1. I've been kind of nuts about hot milk lately. When I fix coffee in the morning, I heat milk on the stove in a saucepan (we don't have/don't want a microwave). I make pour over coffee and fill my mug about half way up and finish filling it with hot milk. I'm hooked. (I'm making myself Cafe au Lait.)
Today, I decided that rather than make my oatmeal with hot water, I'd try hot milk.
It was awesome, especially when I added a little granola, a bunch of blueberries, and some peanut butter to my bowl.
2. Today, I suddenly remembered that Debbie had ordered a package of tins of clams some time back.
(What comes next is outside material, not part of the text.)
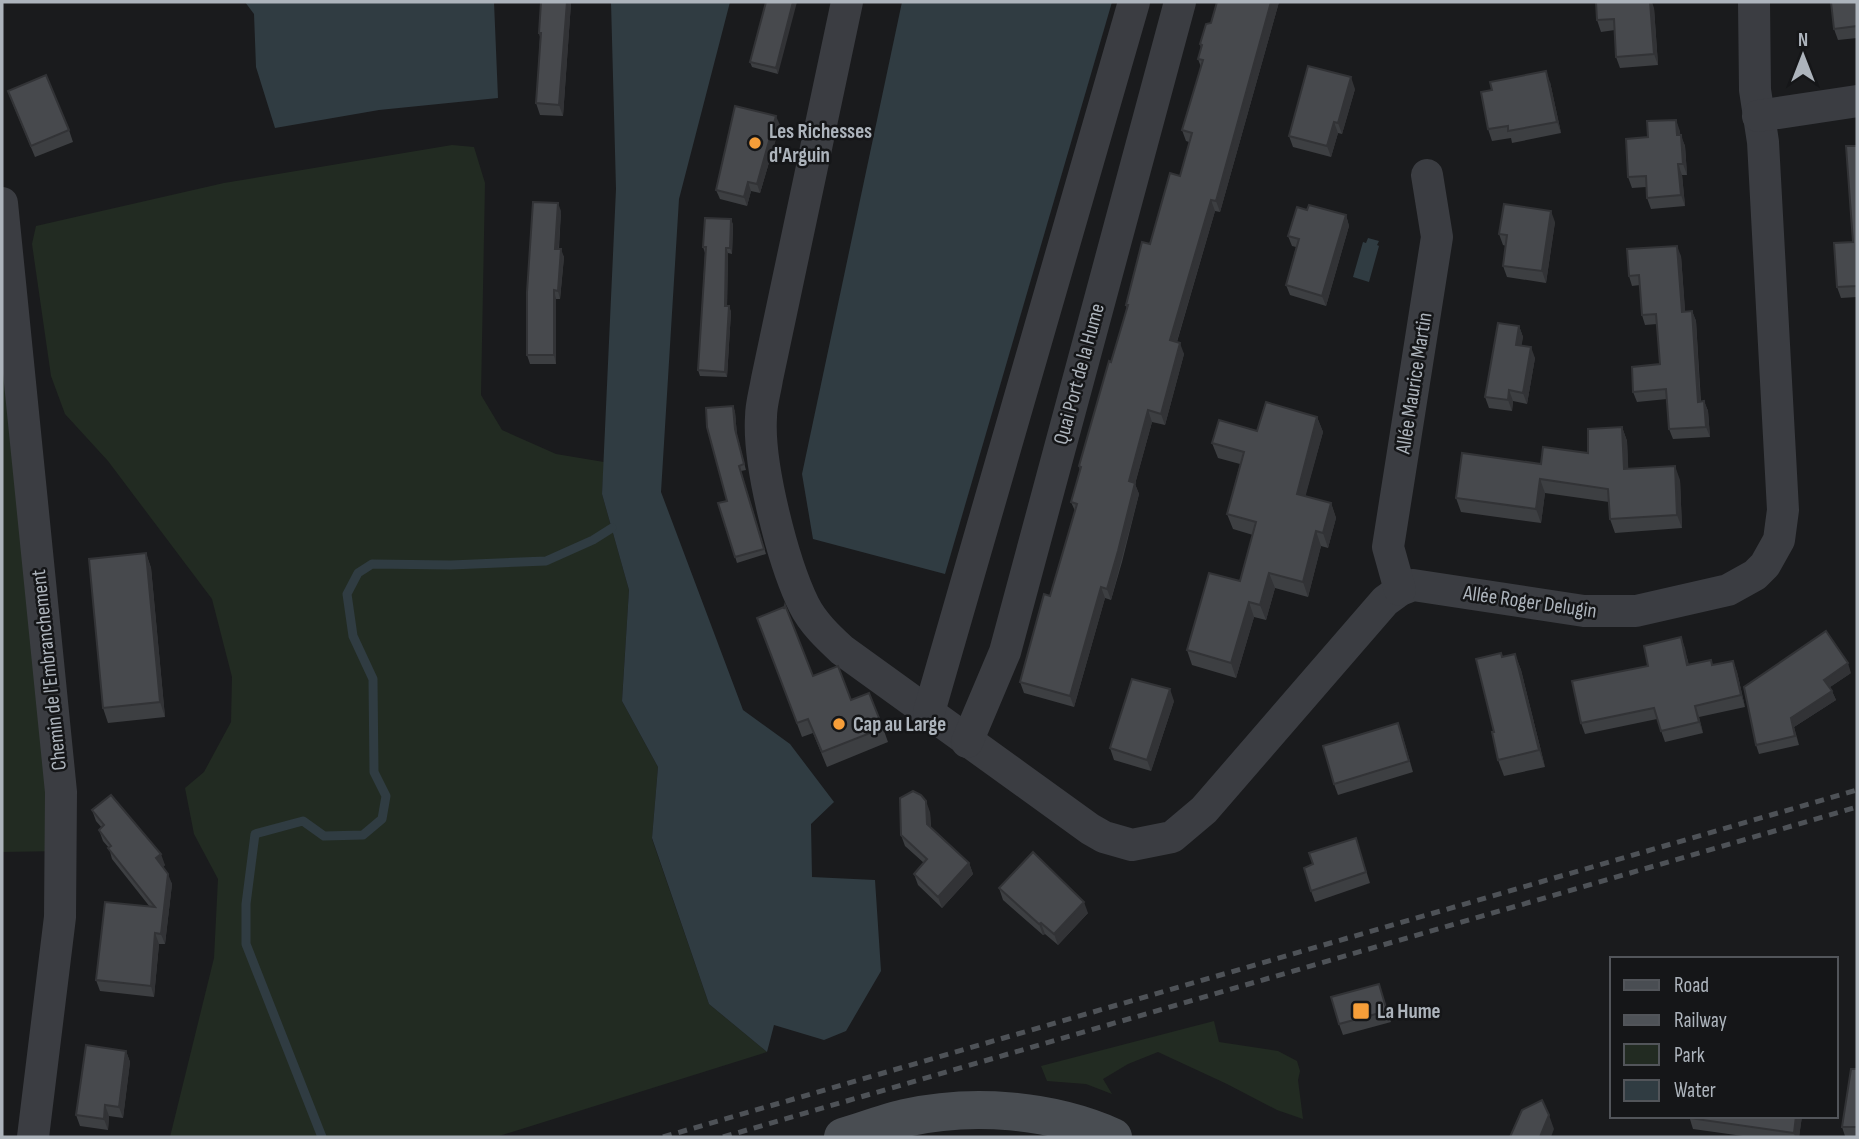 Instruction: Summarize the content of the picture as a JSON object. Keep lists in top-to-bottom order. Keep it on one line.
{"streets":{"street":["Quai Port de la Hume","Allée Maurice Martin","Allée Roger Delugin","Chemin de l'Embranchement"]},"crossings":[["Allée Maurice Martin","Allée Roger Delugin"]],"places":{"other":["Les Richesses d'Arguin","Cap au Large"],"transit":["La Hume"]},"legend":["Road","Railway","Park","Water"],"north":"top"}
I had been pondering what to prepare for dinner this evening and it came to me: let's have clam chowder.
So, I chopped four slices of bacon, cooked them until crisp, removed the bits, and melted a slab of butter and cooked a chopped onion and a couple cloves of garlic. I seasoned the onion and garlic with ground thyme.
While the onion and garlic cooked, I drained two cans of clams, keeping the juice.
Once the onion was soft, I added flour and whisked it for a minute or two and then added clam juice, milk, a bay leaf, and chicken stock to the pot and stirred all this over heat until it began to thicken a bit.
I had chopped up some potatoes and I added them to the pot, brought it all to a boil, and immediately turned the heat down low and let this bubble away until the potatoes were tender, not mushy.
Once the potatoes were about right, I added half and half and the clams.
I finished this project about three hours before we'd be dining, so I poured the chowder and the bacon pieces into the slow cooker and kept it warm until dinner time.
I bought a couple really good artisan bread rolls at Yoke's and they were a perfect compliment to the chowder.
Debbie enjoyed the chowder a lot.
The only thing I enjoy more than cooking is when Debbie enjoys what I've fixed.
3. I mixed myself a gin sidecar (two parts gin, one part Cointreau, a squeeze or two of juice from a lemon) and Debbie and I watched Columbo turn an arrogant colonel heading up a paramilitary think tank inside out. Columbo nailed him not only as a murderer, embezzler, and adulterer, but as a pompous ass who gravely underestimated Lt. Columbo's savvy, persistence, and intelligence. Admittedly, Lt. Columbo wears his shrewdness lightly, making it easy for smug and conceited egotistical characters like the colonel to think they've outwitted Columbo, but in the end, Columbo, tonight, prevailed.